LLaVE-2B / README.md

Add base model (#2)

c781f57 verified about 8 hours ago

6.91 kB

	---
	pipeline_tag: image-text-to-text
	library_name: transformers
	license: apache-2.0
	language:
	- en
	tags:
	- Sentence Similarity
	- Embedding
	- zero-shot-image-classification
	- video-text-to-text
	base_model: BAAI/Aquila-VL-2B-llava-qwen
	---

	# LLaVE-2B

	## Model Summary

	The LLaVE models are 2B parameter multimodal embedding models based on the Aquila-VL-2B model with a context window of 4K tokens.

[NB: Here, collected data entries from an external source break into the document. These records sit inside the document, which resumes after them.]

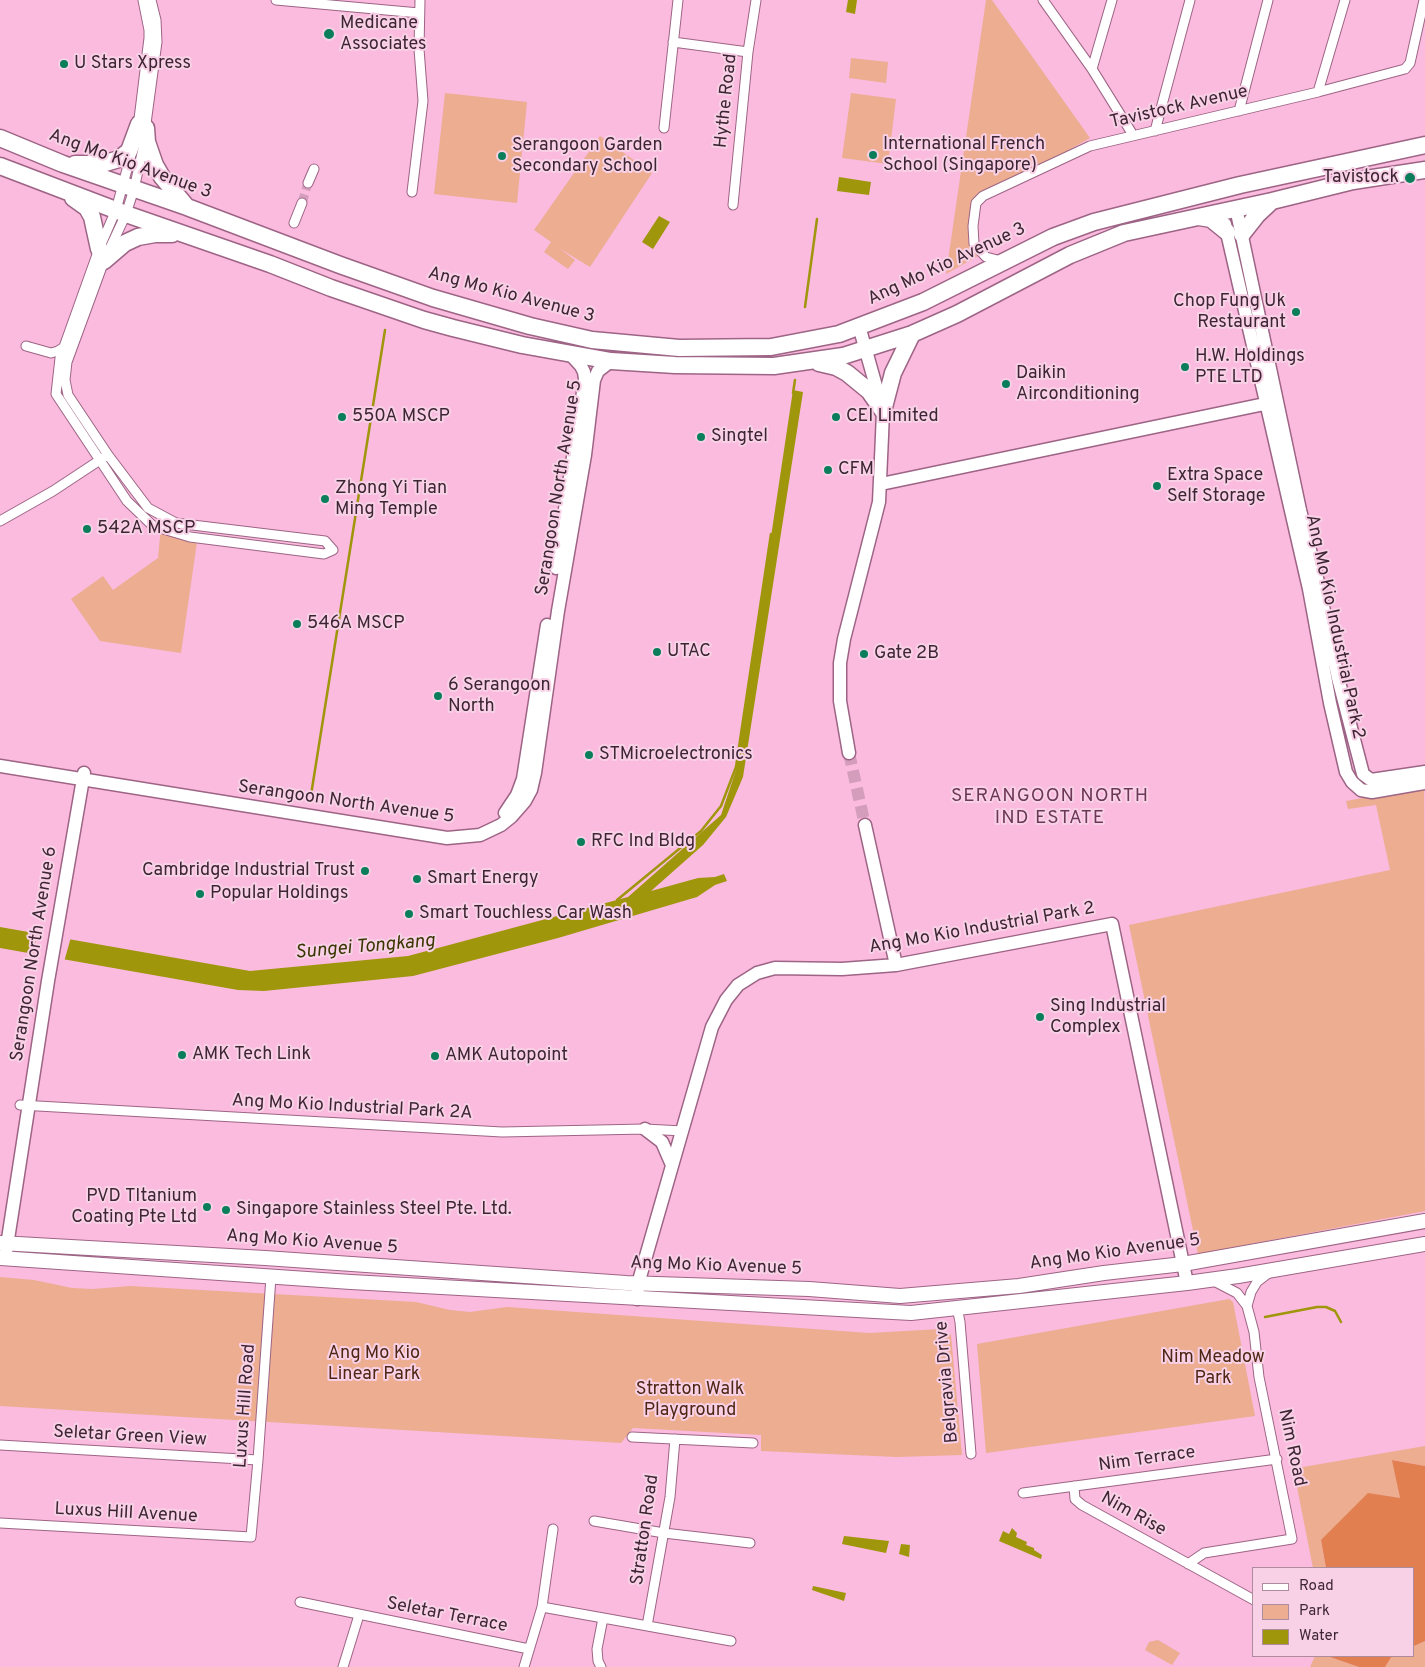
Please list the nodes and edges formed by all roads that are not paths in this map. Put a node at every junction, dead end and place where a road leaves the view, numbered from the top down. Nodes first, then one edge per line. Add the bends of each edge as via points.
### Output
1 (143, 0) edge
2 (151, 0) edge
3 (276, 0) edge
4 (420, 0) edge
5 (678, 0) edge
6 (756, 0) edge
7 (1043, 0) edge
8 (1112, 0) edge
9 (1190, 0) edge
10 (1268, 0) edge
11 (1345, 0) edge
12 (1424, 0) edge
13 (419, 13) junction
14 (673, 42) junction
15 (748, 52) junction
16 (1092, 69) junction
17 (1318, 92) junction
18 (1239, 111) junction
19 (142, 126) junction
20 (664, 128) dead end
21 (1155, 131) junction
22 (1133, 135) junction
23 (0, 138) edge
24 (1425, 145) edge
25 (63, 164) junction
26 (0, 166) edge
27 (314, 169) dead end
28 (1425, 170) edge
29 (308, 183) tunnel mouth
30 (57, 187) junction
31 (129, 187) junction
32 (412, 192) dead end
33 (1272, 201) junction
34 (302, 203) tunnel mouth
35 (733, 205) dead end
36 (187, 207) junction
37 (1229, 210) junction
38 (121, 212) junction
39 (1199, 217) junction
40 (1104, 220) junction
41 (294, 223) dead end
42 (1235, 233) junction
43 (184, 234) junction
44 (1110, 238) junction
45 (303, 251) junction
46 (102, 255) junction
47 (1003, 262) junction
48 (293, 273) junction
49 (859, 326) junction
50 (912, 334) junction
51 (26, 346) dead end
52 (64, 347) junction
53 (866, 348) junction
54 (572, 355) junction
55 (611, 361) junction
56 (813, 361) junction
57 (1271, 402) junction
58 (882, 411) junction
59 (108, 455) junction
60 (99, 460) junction
61 (881, 484) junction
62 (23, 507) junction
63 (0, 517) edge
64 (0, 521) edge
65 (309, 539) junction
66 (308, 553) junction
67 (849, 753) tunnel mouth
68 (0, 760) edge
69 (0, 766) edge
70 (1425, 772) edge
71 (80, 776) junction
72 (1425, 783) edge
73 (865, 825) tunnel mouth
74 (896, 965) junction
75 (24, 1105) junction
76 (644, 1129) junction
77 (683, 1131) junction
78 (672, 1165) junction
79 (1425, 1221) edge
80 (2, 1241) edge
81 (1425, 1244) edge
82 (2, 1259) edge
83 (341, 1263) junction
84 (1183, 1264) junction
85 (1272, 1270) junction
86 (271, 1277) junction
87 (1211, 1280) junction
88 (351, 1282) junction
89 (1187, 1283) junction
90 (638, 1284) junction
91 (637, 1298) junction
92 (1248, 1306) junction
93 (957, 1307) junction
94 (632, 1437) dead end
95 (675, 1439) junction
96 (753, 1443) dead end
97 (0, 1446) edge
98 (971, 1454) dead end
99 (1277, 1459) junction
100 (258, 1460) junction
101 (1074, 1486) junction
102 (1023, 1493) dead end
103 (594, 1521) dead end
104 (0, 1523) edge
105 (553, 1529) dead end
106 (664, 1533) junction
107 (251, 1537) joint
108 (750, 1543) dead end
109 (1188, 1564) junction
110 (1252, 1599) edge
111 (300, 1602) dead end
112 (542, 1607) junction
113 (359, 1615) junction
114 (603, 1618) junction
115 (647, 1626) junction
116 (730, 1641) dead end
117 (529, 1649) junction
118 (343, 1667) edge
119 (524, 1667) edge
120 (601, 1667) edge

1 - 19 street via 149,38
2 - 19 street via 157,42
3 - 13 street
4 - 13 street
5 - 14 street
6 - 15 street, Hythe Road
7 - 16 street
8 - 16 street
9 - 21 street
10 - 18 street
11 - 17 street
12 - 17 street, Tavistock Avenue via 1410,63 1405,69
13 - 32 street via 423,101
14 - 15 street
14 - 20 street
15 - 35 street, Hythe Road
16 - 22 street
17 - 18 street, Tavistock Avenue
18 - 21 street, Tavistock Avenue
19 - 25 highway via 129,151 119,158 102,164
19 - 31 street
19 - 36 highway via 155,166
21 - 22 street, Tavistock Avenue
22 - 47 street, Tavistock Avenue via 1093,145 982,196 976,203 972,226 974,244 986,257
23 - 25 highway, Ang Mo Kio Avenue 3
24 - 40 highway, Ang Mo Kio Avenue 3 via 1240,185
25 - 31 highway, Ang Mo Kio Avenue 3
26 - 30 highway
27 - 29 street
28 - 33 highway via 1353,181
30 - 38 highway
30 - 46 highway via 87,208
31 - 36 highway, Ang Mo Kio Avenue 3
31 - 38 street
33 - 37 highway
33 - 42 highway
34 - 41 street
36 - 45 highway, Ang Mo Kio Avenue 3
37 - 39 highway
37 - 42 street, Ang Mo Kio Industrial Park 2
38 - 43 highway
38 - 46 street
38 - 46 street
39 - 42 highway via 1211,219
39 - 44 highway
40 - 44 highway via 1114,225
40 - 47 highway, Ang Mo Kio Avenue 3 via 1053,237
42 - 57 street, Ang Mo Kio Industrial Park 2
43 - 46 highway via 138,237
43 - 48 highway
44 - 50 highway
45 - 48 highway via 296,256
45 - 49 highway, Ang Mo Kio Avenue 3 via 433,298 592,340 679,348 771,347 838,334
46 - 52 street
46 - 59 street via 67,362 65,380 68,396
47 - 49 highway, Ang Mo Kio Avenue 3 via 923,302
48 - 54 highway via 424,320
49 - 53 street
50 - 53 highway
50 - 58 highway via 894,373
51 - 52 street via 52,353
52 - 60 street via 56,394
53 - 56 highway
53 - 58 street
54 - 55 highway
54 - 71 street, Serangoon North Avenue 5 via 584,372 581,408 523,779 518,795 507,811 496,820 478,827 449,831
55 - 56 highway via 675,366 774,366
55 - 71 street, Serangoon North Avenue 5 via 598,371 594,380 531,790 525,801 501,825 480,835 447,838
56 - 58 highway via 847,373 869,391
57 - 61 street
57 - 70 street, Ang Mo Kio Industrial Park 2 via 1363,774 1371,780
57 - 72 street, Ang Mo Kio Industrial Park 2 via 1346,772 1361,790 1372,792
58 - 61 street
59 - 60 street
59 - 65 street via 148,508 176,523
60 - 62 street
60 - 66 street via 127,502 154,526 190,537
61 - 67 street via 840,663 840,701
62 - 63 street
62 - 64 street
65 - 66 street
65 - 66 street via 325,541 333,550 324,554
68 - 71 street, Serangoon North Avenue 5
69 - 71 street, Serangoon North Avenue 5
71 - 75 street, Serangoon North Avenue 6
73 - 74 street
74 - 77 street, Ang Mo Kio Industrial Park 2 via 842,970 775,968 757,973 738,985 712,1027
74 - 84 street, Ang Mo Kio Industrial Park 2 via 1112,924
75 - 76 street, Ang Mo Kio Industrial Park 2A via 502,1132
75 - 80 street, Serangoon North Avenue 6
76 - 77 street, Ang Mo Kio Industrial Park 2A
76 - 78 street via 662,1142
77 - 78 street, Ang Mo Kio Industrial Park 2
78 - 90 street, Ang Mo Kio Industrial Park 2
79 - 84 main road, Ang Mo Kio Avenue 5
80 - 82 street, Serangoon North Avenue 6
80 - 83 main road, Ang Mo Kio Avenue 5
81 - 85 main road, Ang Mo Kio Avenue 5
82 - 86 main road, Ang Mo Kio Avenue 5
83 - 88 main road
83 - 90 main road, Ang Mo Kio Avenue 5
84 - 89 street, Ang Mo Kio Industrial Park 2
84 - 90 main road, Ang Mo Kio Avenue 5 via 1019,1286 900,1296
85 - 87 main road, Ang Mo Kio Avenue 5
85 - 92 street via 1251,1292
86 - 88 main road, Ang Mo Kio Avenue 5
86 - 100 street, Luxus Hill Road
87 - 89 main road, Ang Mo Kio Avenue 5
87 - 92 street via 1237,1292
88 - 91 main road, Ang Mo Kio Avenue 5
89 - 93 main road, Ang Mo Kio Avenue 5
90 - 91 street, Ang Mo Kio Industrial Park 2
91 - 93 main road, Ang Mo Kio Avenue 5 via 911,1313
92 - 99 street, Nim Road
93 - 98 street, Belgravia Drive
94 - 95 street
95 - 96 street
95 - 106 street, Stratton Road
97 - 100 street, Seletar Green View
99 - 101 street, Nim Terrace
99 - 109 street, Nim Road via 1292,1539 1204,1553
100 - 107 street, Luxus Hill Road
101 - 102 street, Nim Terrace
101 - 109 street, Nim Rise via 1076,1499 1082,1505
103 - 106 street
104 - 107 street, Luxus Hill Avenue
105 - 112 street
106 - 108 street
106 - 115 street, Stratton Road
109 - 110 street, Nim Rise
111 - 113 street, Seletar Terrace
112 - 114 street
112 - 117 street
113 - 117 street, Seletar Terrace
113 - 118 street, Seletar Terrace
114 - 115 street
114 - 120 street via 597,1649
115 - 116 street
117 - 119 street

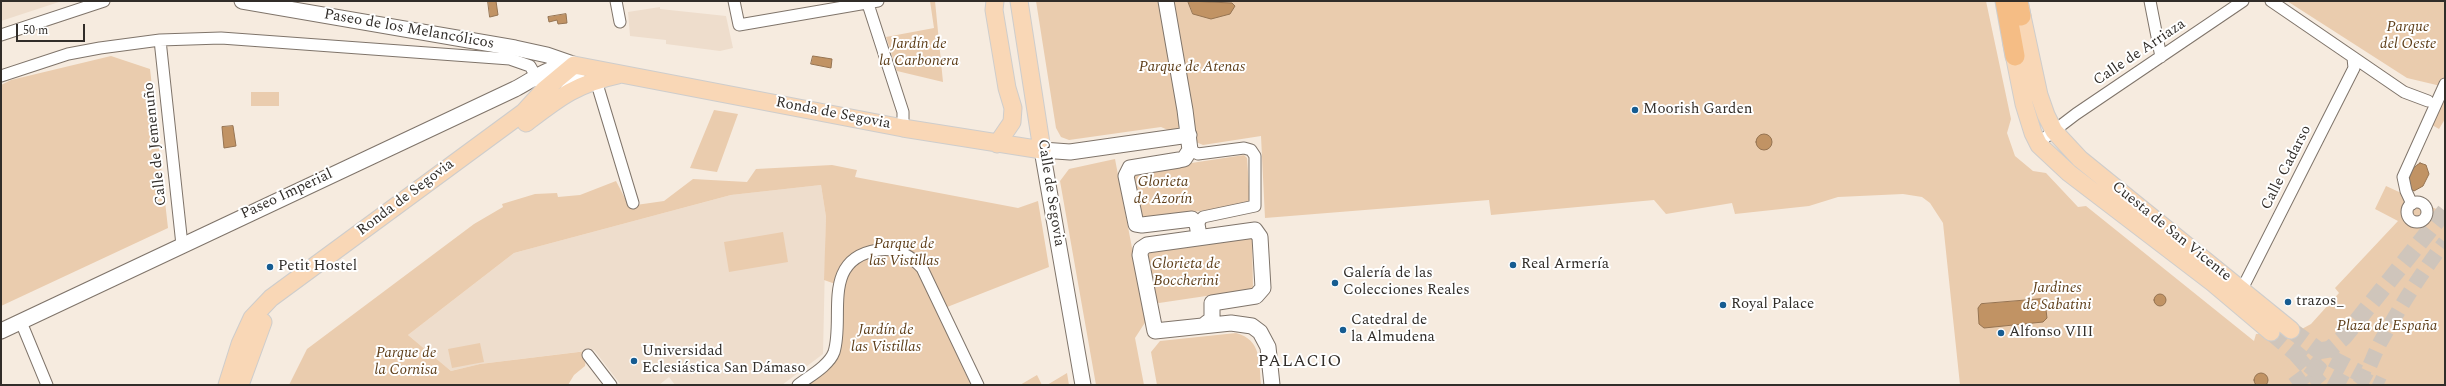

	- Repository: [LLaVE](https://github.com/DeepLearnXMU/LLaVE)
	- Paper: [LLaVE](https://huggingface.co/papers/2503.04812)

	## Train/Eval Data
	- Train data: https://huggingface.co/datasets/TIGER-Lab/MMEB-train
	- Eval data: https://huggingface.co/datasets/TIGER-Lab/MMEB-eval

	## Use

	### Intended use

	The model have the ability to embed with texts, images, multi-image and videos.

	## MMEB Leaderboard
	We achieved the top ranking on the MMEB leaderboard using only a small amount of data.

	![MMEB Leaderboard](./figures/leaderboard.png)


	## Model Performance
	LLaVE-2B achieved excellent performance on MMEB using fewer parameters and 662K training pairs.
	![MMEB](./figures/results.png)

	Although LLaVE is trained on image-text data, it can generalize to text-video retrieval tasks in a zero-shot manner and achieve strong performance, demonstrating its remarkable potential for transfer to other embedding tasks.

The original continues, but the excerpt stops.